I’m not going to judge. Getting your dose of high literature is hard in this day and age. There are excellent and exciting (if pulpy) sci-fi novels coming out every day, television shows like HBO’s Dexter are delivering stunning stories and the chiselled features of Michael C. Hall, and the Internet’s giving us things that typically don’t go into print, or at least the type of print you can safely read in public.
Nevertheless, we should strive to get some literature in. When you read a really, really good story, it changes you, and shows you things in your own life you may never have seen before. You live more, is what I’m trying to say. Also, reading complicated stuff makes you look sexy and mysterious. That’s why I’ve compiled a list of three classic works of literature that you can finish in under a day. Some of them are pretty darn hard, but if you grit your teeth and charge ahead, you can end the day with a new author under your belt.
The Metamorphosis by Franz Kafka (~60 pages)
One day, Gregor Samsa awakes to discover he has become a cockroach. That’s all you need to know about the beginning of The Metamorphosis; at the time, it was pretty much the coolest thing to happen in German literature since Goethe, and it still rocks pretty hard. Kafka’s story takes a surreal approach to human relations that delves into a darkness that had only been hinted at before. Gregor’s changing psychology as he loses his identity, and his struggles to survive, are masterfully described and incredibly deep. Also you’ll never look at an apple the same way again.
Death and the King’s Horseman by Wole Soyinka (~90 pages)

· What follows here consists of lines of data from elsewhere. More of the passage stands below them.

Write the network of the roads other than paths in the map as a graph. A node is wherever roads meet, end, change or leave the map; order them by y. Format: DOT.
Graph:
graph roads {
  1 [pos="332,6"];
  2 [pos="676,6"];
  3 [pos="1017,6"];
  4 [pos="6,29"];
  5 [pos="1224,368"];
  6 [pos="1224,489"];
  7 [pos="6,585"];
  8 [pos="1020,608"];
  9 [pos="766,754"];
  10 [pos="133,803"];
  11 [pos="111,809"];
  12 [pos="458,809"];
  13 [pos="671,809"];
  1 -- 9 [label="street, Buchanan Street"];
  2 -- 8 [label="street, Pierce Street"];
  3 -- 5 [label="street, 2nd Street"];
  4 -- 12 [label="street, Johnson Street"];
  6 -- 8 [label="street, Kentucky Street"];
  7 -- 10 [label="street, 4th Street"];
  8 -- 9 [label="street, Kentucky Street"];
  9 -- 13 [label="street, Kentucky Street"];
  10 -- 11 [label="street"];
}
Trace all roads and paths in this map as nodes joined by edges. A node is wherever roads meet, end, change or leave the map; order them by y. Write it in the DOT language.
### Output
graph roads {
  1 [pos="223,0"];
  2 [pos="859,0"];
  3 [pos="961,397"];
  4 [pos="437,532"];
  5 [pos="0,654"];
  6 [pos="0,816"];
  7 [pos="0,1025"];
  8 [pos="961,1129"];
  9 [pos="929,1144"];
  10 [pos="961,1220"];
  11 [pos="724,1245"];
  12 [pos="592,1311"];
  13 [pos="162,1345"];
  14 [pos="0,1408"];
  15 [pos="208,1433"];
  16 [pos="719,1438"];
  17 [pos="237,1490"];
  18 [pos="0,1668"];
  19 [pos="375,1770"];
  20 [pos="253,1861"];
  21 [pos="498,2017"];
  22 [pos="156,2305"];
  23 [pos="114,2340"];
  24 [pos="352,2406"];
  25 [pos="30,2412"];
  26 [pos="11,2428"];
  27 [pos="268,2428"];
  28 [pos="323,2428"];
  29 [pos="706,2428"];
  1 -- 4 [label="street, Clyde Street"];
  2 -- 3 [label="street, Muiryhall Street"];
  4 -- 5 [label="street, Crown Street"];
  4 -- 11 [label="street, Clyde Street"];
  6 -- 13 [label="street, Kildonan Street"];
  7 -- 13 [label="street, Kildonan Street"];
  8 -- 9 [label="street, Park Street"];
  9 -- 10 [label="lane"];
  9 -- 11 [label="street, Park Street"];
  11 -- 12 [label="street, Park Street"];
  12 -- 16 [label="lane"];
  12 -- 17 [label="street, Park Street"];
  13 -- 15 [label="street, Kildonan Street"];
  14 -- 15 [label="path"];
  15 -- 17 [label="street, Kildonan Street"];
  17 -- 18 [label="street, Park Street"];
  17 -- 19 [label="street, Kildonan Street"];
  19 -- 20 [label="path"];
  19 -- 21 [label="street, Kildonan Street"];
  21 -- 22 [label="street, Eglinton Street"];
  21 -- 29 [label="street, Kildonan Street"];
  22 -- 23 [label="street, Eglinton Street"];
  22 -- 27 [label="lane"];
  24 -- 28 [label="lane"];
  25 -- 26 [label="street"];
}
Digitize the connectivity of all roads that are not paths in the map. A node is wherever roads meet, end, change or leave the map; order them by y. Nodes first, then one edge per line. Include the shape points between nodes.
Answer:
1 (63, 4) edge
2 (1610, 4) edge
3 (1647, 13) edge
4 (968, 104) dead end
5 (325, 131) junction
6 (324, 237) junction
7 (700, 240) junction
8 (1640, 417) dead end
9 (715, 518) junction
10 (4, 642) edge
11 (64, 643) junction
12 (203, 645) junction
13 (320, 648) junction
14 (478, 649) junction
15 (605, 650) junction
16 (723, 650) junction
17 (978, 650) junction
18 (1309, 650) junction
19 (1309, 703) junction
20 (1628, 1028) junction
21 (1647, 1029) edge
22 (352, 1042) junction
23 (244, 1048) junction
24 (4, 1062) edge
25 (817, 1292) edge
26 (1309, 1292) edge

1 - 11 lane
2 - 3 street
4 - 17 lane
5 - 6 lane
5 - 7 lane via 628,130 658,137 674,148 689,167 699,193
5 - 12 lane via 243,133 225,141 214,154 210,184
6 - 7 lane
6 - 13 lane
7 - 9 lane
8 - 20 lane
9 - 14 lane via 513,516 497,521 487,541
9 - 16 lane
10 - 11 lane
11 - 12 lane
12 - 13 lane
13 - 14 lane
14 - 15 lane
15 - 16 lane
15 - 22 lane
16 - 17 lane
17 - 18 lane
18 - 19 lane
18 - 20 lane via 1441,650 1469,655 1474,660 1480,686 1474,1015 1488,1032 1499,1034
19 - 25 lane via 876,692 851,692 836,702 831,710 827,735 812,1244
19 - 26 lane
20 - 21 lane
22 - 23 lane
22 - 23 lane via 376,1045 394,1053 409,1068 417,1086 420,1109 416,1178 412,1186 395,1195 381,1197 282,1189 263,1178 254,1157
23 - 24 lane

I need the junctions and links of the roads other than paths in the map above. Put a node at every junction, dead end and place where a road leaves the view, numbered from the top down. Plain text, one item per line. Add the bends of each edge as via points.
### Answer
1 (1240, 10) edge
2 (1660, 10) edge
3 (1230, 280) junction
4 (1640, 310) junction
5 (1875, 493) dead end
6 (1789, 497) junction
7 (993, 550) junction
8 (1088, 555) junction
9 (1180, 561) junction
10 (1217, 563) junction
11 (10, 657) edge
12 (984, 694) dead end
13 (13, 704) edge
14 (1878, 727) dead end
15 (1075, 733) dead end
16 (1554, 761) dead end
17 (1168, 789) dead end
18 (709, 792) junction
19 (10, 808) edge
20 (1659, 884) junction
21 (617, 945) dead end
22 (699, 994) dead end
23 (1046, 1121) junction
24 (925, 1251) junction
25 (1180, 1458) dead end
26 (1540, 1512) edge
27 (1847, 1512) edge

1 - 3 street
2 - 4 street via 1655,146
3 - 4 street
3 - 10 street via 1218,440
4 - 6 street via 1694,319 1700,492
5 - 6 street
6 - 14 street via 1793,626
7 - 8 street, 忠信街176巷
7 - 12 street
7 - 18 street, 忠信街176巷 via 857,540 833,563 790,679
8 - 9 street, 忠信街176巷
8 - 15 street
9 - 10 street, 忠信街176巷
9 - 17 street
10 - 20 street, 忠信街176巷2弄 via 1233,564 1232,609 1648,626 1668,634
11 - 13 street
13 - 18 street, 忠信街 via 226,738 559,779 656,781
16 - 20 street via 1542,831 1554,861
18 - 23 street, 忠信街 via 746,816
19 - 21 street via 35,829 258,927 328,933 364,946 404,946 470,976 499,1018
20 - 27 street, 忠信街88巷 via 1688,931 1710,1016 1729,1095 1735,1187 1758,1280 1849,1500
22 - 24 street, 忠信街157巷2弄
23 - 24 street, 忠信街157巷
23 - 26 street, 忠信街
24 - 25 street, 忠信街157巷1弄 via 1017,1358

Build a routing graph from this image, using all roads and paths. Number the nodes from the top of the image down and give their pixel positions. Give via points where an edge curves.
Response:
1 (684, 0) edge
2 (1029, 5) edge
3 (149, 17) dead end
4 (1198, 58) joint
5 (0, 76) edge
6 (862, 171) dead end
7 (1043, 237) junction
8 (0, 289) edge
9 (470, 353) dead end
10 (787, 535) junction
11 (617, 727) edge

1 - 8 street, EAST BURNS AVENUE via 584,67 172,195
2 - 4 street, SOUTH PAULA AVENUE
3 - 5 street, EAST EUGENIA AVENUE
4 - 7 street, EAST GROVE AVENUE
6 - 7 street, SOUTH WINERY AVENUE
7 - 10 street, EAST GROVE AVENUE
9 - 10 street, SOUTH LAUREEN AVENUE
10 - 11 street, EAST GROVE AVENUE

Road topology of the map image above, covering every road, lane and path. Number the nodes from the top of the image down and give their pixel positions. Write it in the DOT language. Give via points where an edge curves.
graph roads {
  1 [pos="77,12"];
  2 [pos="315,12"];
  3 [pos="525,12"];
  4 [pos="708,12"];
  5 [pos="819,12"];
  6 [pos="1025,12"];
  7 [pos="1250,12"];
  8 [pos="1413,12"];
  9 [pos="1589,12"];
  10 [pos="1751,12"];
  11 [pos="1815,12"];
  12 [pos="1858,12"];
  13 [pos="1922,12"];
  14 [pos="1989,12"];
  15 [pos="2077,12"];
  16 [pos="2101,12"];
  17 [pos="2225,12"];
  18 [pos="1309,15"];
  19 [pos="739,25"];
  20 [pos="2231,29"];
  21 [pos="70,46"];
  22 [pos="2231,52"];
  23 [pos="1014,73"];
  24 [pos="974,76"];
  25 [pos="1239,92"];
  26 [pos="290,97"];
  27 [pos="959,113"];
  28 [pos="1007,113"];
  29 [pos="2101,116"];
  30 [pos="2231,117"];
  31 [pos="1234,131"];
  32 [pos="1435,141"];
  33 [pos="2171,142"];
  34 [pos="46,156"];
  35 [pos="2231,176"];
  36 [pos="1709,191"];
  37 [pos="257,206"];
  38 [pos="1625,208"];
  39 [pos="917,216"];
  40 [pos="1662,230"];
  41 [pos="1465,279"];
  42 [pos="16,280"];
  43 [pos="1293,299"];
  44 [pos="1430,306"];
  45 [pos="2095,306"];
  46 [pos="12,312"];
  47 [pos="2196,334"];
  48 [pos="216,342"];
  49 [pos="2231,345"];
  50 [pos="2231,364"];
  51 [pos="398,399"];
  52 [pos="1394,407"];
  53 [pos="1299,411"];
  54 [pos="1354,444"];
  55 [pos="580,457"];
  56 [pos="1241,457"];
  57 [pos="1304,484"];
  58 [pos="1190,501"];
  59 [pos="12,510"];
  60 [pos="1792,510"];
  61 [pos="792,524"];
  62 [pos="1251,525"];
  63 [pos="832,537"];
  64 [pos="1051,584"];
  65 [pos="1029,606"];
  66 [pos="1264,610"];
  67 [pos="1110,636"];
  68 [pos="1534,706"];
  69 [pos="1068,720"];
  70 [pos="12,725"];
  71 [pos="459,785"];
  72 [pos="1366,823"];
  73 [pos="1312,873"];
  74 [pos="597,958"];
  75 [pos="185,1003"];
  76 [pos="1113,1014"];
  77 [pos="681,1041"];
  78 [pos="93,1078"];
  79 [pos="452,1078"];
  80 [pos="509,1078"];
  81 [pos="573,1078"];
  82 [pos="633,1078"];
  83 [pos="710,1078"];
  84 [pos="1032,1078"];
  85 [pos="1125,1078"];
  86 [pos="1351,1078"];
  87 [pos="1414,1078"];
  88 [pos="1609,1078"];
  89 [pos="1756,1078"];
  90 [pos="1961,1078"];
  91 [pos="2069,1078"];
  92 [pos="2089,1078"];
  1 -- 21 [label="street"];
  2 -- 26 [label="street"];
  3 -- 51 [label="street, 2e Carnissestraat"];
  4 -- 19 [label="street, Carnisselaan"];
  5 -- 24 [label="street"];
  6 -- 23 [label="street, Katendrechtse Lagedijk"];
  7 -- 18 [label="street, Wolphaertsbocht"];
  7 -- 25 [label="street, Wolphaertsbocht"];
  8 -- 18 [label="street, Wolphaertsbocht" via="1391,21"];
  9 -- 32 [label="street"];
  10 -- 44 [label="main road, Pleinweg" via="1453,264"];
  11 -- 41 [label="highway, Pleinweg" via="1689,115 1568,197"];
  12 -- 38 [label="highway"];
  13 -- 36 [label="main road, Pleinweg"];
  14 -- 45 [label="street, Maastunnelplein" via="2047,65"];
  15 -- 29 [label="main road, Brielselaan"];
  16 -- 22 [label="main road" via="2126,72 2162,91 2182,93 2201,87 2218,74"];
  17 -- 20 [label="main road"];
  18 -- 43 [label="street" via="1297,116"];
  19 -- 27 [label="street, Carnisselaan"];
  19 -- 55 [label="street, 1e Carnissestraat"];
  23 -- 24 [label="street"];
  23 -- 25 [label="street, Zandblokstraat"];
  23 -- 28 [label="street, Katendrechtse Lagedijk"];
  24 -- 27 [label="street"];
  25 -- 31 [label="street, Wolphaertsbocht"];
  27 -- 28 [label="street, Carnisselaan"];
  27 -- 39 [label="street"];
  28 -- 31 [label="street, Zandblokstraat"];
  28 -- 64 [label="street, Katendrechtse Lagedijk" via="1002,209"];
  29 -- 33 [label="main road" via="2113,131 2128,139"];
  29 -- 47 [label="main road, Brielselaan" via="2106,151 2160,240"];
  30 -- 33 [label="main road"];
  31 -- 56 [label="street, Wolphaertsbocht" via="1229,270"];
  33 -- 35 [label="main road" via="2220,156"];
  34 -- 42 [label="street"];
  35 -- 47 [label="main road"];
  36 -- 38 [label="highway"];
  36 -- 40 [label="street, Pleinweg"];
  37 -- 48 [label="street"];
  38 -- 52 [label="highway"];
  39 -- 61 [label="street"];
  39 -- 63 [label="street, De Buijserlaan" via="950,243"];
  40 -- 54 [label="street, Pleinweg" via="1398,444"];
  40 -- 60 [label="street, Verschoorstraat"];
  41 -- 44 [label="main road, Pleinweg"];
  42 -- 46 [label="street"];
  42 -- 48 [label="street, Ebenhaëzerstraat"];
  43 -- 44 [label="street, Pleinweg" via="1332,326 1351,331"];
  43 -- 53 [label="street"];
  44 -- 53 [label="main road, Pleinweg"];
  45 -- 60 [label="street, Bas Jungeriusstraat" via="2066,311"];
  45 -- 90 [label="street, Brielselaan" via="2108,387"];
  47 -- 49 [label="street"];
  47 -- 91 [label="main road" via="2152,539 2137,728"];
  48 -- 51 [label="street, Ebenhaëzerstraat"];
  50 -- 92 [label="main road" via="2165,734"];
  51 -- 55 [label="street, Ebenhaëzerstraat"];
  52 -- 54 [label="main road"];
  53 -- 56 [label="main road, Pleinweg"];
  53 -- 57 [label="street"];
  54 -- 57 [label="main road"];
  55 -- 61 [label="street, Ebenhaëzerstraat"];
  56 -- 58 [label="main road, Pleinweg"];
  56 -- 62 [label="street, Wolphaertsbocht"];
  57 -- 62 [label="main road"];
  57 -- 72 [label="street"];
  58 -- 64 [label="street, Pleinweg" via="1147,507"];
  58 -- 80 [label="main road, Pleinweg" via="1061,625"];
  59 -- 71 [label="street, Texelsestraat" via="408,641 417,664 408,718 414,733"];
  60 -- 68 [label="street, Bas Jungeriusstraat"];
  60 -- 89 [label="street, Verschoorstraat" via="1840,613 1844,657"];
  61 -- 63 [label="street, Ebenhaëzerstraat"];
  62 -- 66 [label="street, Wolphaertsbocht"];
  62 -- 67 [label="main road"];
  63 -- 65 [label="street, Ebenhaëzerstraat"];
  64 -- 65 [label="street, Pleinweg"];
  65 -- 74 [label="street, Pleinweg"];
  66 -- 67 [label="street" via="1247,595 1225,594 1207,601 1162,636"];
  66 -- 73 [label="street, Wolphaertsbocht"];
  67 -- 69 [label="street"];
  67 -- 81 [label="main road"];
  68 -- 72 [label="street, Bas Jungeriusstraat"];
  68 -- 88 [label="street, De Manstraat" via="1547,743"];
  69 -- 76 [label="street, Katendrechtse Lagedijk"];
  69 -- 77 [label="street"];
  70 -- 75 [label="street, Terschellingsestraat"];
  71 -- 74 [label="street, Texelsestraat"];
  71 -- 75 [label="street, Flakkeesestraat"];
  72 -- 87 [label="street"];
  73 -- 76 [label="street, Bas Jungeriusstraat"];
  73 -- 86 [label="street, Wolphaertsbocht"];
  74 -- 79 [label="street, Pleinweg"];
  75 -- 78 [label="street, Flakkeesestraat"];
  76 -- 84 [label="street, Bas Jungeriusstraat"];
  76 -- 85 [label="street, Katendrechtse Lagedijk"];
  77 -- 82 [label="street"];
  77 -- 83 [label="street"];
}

Wole Soyinka is a Nobel Laureate for literature, an all-around intellectual giant, and one of the best dramaturges still alive. His 1975 play, Death and the King’s Horseman, follows the story of a Yoruban king’s funeral in British-occupied Nigeria. Elesin, the dead king’s horseman, is slated to commit ritual suicide to join his lord in the afterlife, and while Elesin is pretty psyched about the process, the Brits in charge aren’t. Soyinka brings us into a world where humans are part of a contract between the dead and the unborn, and shows us a disastrous event that brings death to the wrong actor, and twists up the contract for good.
Narrow Road to the Interior by Matsuo Bashō (~80 pages)
Matsuo Bashō lived from 1644 to 1694 in Edo-era Japan. He and his disciples are famous for their piercing, masterfully constructed haiku. Narrow Road to the Interior chronicles Bashō’s journey to Japan’s northern province of Honshu. He undertook the journey when he was sick, and wasn’t certain if he would come back to his hermitage; every haiku peppered throughout this narrative has the clarity of a man that knows he might not have much time left in this world. Bashō did complete the journey, assisted by his companion Sora, and continued composing and travelling through Japan, describing the roads with a poet’s eye.